Building Expression Parsers



This page builds from the ground up on expression parsing. For a less discussion-based explanation see precedence, as well as chain combinators and heterogeneous chain combinators for more specific use-cases.

Expression parsing is a ubiquitous problem in parsing. It concerns the correct reading of operators and values, which are usually organised into precedence and fixities. For the purposes of this page a fixity will represent both the fixity and the associativity: infix-left, infix-right, prefix, and postfix. For example, this is a grammar for reading simple expressions consisting of numbers, brackets, addition, subtraction and multiplication with the standard precedences and left associativity.

<number> ::= <digit>+
<expr> ::= <expr> '+' <term> | <expr> '-' <term> | <term>
<term> ::= <term> '*' <atom> | <atom>
<atom> ::= '(' <expr> ')' | <number>

Here, the precedence is encoded by the fact that <expr> contains <term>, but <term> only contains <atom>. The <expr> on the left of the '+' denotes that addition binds more tightly to the left, which is what we expect.

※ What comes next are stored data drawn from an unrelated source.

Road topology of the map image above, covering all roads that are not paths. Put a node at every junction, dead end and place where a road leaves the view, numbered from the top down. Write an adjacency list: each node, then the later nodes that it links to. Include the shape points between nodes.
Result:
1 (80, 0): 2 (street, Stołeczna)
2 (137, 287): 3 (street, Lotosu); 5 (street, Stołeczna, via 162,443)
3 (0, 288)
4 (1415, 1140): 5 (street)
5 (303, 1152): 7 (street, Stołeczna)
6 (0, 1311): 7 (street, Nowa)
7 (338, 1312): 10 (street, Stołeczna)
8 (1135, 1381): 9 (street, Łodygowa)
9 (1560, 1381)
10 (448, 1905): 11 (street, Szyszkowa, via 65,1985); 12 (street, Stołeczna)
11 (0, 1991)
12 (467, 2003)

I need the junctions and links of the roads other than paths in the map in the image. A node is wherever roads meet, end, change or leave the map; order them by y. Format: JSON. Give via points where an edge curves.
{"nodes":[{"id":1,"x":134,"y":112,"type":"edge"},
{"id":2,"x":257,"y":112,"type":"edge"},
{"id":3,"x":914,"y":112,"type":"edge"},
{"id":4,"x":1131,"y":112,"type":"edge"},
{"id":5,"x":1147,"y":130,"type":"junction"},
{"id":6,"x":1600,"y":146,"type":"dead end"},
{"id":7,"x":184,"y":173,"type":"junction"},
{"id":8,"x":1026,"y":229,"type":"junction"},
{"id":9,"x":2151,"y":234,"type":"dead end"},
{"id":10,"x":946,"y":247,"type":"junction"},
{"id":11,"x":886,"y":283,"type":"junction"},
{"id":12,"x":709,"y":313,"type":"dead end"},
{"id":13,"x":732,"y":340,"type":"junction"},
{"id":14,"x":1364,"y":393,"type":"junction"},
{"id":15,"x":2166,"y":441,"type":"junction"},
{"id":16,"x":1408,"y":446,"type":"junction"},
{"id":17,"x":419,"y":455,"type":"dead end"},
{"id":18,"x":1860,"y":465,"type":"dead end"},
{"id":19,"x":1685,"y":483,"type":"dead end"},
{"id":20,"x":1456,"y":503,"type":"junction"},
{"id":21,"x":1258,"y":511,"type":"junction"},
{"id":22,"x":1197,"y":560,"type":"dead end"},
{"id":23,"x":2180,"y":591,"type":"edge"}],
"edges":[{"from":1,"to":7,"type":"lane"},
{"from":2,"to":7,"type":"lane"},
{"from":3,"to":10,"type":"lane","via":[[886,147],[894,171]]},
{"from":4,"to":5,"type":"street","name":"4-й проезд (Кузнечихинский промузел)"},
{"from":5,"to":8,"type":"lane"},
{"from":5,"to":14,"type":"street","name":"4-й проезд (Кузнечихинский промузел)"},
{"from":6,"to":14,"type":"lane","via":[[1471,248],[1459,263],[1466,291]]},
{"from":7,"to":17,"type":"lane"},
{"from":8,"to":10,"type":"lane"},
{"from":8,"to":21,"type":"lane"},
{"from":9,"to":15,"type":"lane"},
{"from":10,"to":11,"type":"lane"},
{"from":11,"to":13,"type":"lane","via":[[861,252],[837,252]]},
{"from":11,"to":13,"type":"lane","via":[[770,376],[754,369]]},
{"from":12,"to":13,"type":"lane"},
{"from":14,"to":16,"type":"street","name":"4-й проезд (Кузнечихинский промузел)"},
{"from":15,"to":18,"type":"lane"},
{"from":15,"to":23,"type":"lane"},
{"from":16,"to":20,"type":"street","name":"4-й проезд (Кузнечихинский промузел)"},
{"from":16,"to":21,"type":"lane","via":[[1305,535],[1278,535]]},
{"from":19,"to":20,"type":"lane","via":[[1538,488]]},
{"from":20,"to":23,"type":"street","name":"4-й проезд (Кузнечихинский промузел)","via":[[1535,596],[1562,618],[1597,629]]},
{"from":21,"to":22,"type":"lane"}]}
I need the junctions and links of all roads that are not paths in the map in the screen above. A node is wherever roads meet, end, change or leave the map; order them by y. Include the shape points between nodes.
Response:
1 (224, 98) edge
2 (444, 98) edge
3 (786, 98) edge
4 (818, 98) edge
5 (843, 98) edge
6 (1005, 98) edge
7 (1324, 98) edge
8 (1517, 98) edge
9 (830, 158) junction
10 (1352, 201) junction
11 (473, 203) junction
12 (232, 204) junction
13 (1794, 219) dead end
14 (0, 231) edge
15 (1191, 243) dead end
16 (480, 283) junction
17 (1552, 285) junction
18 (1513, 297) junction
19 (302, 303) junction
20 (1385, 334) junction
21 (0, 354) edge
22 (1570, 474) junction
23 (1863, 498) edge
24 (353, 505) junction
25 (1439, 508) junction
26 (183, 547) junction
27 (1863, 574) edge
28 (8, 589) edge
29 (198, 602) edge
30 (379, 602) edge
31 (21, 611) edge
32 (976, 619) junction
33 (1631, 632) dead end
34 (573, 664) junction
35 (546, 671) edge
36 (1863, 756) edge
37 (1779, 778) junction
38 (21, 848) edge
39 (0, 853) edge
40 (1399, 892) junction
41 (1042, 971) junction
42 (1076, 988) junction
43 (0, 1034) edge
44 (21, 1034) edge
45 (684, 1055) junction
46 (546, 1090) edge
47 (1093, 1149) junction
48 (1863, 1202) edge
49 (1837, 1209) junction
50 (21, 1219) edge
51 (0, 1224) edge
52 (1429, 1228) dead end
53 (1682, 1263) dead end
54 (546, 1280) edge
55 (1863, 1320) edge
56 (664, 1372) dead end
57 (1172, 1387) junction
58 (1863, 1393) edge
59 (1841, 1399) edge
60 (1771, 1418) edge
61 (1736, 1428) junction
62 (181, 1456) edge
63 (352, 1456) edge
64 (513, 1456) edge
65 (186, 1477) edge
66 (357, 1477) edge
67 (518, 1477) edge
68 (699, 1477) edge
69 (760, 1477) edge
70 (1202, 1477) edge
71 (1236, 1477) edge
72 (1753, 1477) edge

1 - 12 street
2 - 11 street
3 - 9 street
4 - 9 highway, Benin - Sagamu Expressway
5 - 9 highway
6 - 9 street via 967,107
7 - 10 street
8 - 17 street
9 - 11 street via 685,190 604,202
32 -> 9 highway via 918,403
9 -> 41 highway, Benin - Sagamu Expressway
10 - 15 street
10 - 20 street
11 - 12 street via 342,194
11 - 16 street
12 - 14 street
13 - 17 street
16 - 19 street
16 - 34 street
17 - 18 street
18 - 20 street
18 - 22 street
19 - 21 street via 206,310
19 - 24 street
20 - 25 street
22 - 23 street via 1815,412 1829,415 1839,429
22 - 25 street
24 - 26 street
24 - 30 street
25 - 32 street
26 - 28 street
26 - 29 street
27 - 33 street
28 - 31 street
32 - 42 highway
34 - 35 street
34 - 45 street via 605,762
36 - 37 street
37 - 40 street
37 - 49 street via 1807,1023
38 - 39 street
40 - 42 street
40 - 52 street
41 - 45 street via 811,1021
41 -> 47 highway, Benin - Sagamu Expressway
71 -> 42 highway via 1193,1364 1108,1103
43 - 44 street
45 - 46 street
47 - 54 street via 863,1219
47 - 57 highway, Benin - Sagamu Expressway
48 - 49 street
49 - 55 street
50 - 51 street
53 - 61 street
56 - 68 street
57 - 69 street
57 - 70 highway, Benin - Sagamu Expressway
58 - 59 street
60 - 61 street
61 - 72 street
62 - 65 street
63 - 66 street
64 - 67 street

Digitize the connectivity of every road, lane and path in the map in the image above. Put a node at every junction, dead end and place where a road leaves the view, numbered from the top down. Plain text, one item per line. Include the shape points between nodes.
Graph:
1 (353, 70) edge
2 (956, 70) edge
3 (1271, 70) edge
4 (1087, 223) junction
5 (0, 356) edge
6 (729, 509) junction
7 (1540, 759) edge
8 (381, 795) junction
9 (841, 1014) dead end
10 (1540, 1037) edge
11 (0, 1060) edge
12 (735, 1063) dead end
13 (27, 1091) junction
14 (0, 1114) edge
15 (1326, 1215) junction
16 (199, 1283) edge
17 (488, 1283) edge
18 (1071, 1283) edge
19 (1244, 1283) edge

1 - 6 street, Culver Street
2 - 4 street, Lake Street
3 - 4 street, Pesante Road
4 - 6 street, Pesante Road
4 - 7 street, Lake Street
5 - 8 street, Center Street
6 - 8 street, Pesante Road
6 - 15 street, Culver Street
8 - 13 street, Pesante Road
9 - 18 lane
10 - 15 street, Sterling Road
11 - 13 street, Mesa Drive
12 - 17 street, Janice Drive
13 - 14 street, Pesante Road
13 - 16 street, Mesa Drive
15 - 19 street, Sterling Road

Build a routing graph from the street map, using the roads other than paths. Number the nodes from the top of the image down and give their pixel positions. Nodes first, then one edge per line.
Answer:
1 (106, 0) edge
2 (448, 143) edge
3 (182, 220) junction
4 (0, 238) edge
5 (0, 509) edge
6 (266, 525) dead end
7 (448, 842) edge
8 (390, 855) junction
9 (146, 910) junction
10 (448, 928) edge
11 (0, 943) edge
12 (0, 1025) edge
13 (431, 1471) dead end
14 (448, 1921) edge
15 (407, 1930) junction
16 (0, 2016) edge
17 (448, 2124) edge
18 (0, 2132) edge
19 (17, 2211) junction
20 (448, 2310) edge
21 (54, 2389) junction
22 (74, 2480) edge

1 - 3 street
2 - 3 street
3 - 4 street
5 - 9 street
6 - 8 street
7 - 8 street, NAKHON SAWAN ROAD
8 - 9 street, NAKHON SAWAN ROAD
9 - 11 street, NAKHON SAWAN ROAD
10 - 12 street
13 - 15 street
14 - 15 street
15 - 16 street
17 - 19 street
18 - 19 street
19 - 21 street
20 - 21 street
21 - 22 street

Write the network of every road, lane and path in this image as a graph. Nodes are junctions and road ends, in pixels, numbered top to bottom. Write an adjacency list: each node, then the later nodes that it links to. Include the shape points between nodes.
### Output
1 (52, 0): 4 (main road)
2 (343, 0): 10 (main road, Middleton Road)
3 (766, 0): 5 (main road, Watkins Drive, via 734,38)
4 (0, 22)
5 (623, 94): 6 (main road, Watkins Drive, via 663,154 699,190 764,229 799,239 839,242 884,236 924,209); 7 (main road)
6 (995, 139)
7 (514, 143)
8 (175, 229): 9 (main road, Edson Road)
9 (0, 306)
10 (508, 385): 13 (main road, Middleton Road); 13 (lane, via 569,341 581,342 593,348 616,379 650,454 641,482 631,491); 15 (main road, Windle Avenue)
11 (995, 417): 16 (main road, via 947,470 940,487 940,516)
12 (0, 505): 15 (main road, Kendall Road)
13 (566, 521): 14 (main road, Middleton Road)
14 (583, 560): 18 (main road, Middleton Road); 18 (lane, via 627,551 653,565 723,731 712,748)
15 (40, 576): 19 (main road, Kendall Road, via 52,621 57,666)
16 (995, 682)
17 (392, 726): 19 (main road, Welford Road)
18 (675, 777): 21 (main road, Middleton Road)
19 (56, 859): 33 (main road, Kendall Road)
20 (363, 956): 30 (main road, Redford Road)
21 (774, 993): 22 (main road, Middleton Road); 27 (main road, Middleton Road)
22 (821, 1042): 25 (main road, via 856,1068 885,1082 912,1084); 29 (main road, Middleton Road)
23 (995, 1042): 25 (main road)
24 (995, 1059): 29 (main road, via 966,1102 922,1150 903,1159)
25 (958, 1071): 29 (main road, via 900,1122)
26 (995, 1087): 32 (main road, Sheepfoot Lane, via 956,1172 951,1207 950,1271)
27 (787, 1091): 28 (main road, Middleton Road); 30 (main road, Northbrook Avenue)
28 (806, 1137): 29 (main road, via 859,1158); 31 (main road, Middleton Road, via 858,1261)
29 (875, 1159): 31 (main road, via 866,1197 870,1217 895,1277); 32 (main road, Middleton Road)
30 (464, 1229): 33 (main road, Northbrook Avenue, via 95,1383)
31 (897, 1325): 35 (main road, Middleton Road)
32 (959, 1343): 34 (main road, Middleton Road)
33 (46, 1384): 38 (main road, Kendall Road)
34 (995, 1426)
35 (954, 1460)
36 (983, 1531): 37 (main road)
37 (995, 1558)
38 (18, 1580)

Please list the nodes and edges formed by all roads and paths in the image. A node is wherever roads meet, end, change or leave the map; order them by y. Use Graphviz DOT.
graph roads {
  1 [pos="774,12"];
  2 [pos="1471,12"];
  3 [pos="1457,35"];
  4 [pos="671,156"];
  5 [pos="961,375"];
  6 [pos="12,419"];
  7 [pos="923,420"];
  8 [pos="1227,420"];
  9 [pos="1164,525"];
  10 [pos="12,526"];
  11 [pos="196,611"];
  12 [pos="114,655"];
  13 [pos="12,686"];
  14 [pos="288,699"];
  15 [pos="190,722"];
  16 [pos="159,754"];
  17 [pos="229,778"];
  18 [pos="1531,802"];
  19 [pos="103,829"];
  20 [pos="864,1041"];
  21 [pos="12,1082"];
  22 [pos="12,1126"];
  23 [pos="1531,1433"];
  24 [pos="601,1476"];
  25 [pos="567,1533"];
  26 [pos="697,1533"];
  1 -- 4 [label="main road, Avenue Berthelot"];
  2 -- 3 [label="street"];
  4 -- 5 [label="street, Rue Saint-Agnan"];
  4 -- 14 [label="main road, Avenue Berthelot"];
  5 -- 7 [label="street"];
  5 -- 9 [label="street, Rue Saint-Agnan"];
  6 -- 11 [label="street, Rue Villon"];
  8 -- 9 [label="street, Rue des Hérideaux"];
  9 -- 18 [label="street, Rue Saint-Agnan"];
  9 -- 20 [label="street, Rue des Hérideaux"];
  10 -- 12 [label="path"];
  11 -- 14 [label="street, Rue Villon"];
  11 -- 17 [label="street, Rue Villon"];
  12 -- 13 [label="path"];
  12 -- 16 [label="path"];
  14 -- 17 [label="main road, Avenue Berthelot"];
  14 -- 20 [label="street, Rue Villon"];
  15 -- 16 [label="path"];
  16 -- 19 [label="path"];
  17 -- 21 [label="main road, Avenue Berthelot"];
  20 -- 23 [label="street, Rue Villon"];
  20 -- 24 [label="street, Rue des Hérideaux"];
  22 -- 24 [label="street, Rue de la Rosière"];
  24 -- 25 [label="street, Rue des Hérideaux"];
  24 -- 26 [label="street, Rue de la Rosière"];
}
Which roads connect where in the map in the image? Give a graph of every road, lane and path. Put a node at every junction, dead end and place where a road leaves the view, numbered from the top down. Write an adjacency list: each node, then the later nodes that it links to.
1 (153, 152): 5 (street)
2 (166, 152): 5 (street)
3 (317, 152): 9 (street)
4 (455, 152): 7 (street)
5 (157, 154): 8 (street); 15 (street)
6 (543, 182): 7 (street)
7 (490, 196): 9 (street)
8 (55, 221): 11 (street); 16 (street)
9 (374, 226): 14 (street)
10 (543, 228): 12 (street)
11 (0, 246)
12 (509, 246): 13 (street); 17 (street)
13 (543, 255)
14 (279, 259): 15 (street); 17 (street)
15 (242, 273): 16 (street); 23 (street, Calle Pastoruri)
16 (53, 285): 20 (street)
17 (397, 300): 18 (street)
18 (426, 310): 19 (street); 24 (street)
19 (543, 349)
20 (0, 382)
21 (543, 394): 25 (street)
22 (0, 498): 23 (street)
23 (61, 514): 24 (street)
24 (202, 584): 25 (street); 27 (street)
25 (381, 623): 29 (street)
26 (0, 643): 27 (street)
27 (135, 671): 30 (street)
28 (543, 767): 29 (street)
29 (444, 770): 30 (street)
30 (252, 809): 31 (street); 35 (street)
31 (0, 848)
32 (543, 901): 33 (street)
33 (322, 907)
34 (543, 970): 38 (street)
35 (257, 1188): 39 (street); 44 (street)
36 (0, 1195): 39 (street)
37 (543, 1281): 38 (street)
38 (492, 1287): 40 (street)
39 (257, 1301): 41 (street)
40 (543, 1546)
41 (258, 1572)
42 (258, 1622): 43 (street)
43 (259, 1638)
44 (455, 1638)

1 The Problem with Left-Recursion

For a first atomic, let's directly translate this grammar into Parsley (for now, we'll parse into an Int: behold, the magic of combinators!):

import parsley.Parsley, Parsley.atomic
import parsley.character.digit
import parsley.syntax.character.charLift
import parsley.syntax.zipped._

// Standard number parser
val number = digit.foldLeft1[Int](0)((n, d) => n * 10 + d.asDigit)

lazy val expr: Parsley[Int] =
  atomic((expr <* '+', term).zipped(_ + _)) |
  (expr <* '-', term).zipped(_ - _) |
  term
lazy val term: Parsley[Int] = (term <* '*', atom).zipped(_ * _) | atom
lazy val atom: Parsley[Int] = '(' *> expr <* ')' | number

This parser has a few glaring issues: for a start, the atomic is causing excessive backtracking! While there are ways to improve this, the real problem here is the left-recursion. Imagine you are evaluating this parser, first you look at expr, and then your first task is to evaluate expr! In fact, due to the strictness of Parsley's combinators, this example breaks before the parser runs: on Scala 2, it will StackOverflowError at runtime when constructing the parser, and on Scala 3, it will report an infinitely recursive definition for expr and term. The solution is to turn to the chain combinators, but before we do that, let's eliminate the atomics and refactor it a little to make the transition less jarring:

import parsley.Parsley, Parsley.atomic
import parsley.character.digit
import parsley.syntax.character.charLift

// Standard number parser
val number = digit.foldLeft1[Int](0)((n, d) => n * 10 + d.asDigit)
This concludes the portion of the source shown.